Speaking last week, Grobins said he’d combine his own coaching business, CanadianMade Hockey, with that of another development program, The Paris Way Learning Center, for a five-day camp.

Grobins hosted a hockey camp in Houston, one in Smithers and one in Hazelton some years back and looks forward to doing it again in his hometown.

Now 47, Grobins had a 13-year professional goalie career in several eastern United States leagues, eventually settling down in south Florida where he now coaches through his CanadianMade Hockey business.

And this week Grobins is in the Montreal, Quebec suburb of Brossard where he’s part of a coaching staff instructing at a five-day The Paris Way Learning Center development camp for young players.

“It’s at the Montreal Canadiens facility and that’s a great opportunity for young players,” said Grobins of the location.

The Paris Way Learning Center take its name from John Paris Jr., a well-established and well-known hockey name in the east.

Grobins said Paris had been following his social media posts for several years and, realizing they had a lot in common, contacted him to take part in this week’s Quebec camp.

“We really have the same approach [to coaching],” Grobins said of Paris.

And that’s to emphasize individual skill development during development camps.

“It’s more than skating around pylons that you’d see at other camps,” said Grobins.

He emphasizes positional play with specific movements or actions involving repetition drills designed so that young players develop “muscle memory”.

That’s so that during a game situation, they automatically respond or act.

“In goal it’s react, not act,” Grobins said of how important muscle memory is to a player.

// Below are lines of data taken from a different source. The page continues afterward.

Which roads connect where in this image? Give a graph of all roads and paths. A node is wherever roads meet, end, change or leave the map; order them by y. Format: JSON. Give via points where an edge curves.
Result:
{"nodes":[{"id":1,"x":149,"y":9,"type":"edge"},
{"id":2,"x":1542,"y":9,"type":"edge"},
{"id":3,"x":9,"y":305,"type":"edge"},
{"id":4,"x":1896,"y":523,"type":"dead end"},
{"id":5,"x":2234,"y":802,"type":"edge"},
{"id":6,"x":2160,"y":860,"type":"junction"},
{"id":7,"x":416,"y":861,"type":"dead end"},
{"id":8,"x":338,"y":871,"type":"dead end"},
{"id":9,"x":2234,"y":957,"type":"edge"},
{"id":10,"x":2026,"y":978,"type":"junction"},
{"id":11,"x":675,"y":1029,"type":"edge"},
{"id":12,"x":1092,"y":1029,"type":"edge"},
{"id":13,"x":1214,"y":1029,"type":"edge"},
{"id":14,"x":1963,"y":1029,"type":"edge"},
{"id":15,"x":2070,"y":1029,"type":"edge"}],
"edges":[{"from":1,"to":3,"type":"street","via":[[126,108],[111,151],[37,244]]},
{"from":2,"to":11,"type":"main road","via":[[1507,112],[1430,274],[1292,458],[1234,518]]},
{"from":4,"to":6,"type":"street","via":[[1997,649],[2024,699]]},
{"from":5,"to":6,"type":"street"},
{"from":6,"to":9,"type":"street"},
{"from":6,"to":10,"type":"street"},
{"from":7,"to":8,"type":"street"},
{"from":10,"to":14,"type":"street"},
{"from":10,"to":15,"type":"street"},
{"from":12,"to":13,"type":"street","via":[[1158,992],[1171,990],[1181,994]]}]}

He also credits time spent with Russian goalie great Vladislav Tretiak with honing his coaching philosophy.

Just as important as on ice training, off-ice individual drills are also crucial to develop correct positional play attributes.

Those drills work on specific muscles a player needs to employ depending upon their position.

“You don’t see that in a lot of camps,” said Grobins.

He has several of his own young players at the Quebec camp this week and had hoped, through available sponsorships, to invite players from Houston but said an accelerated time line didn’t make that possible.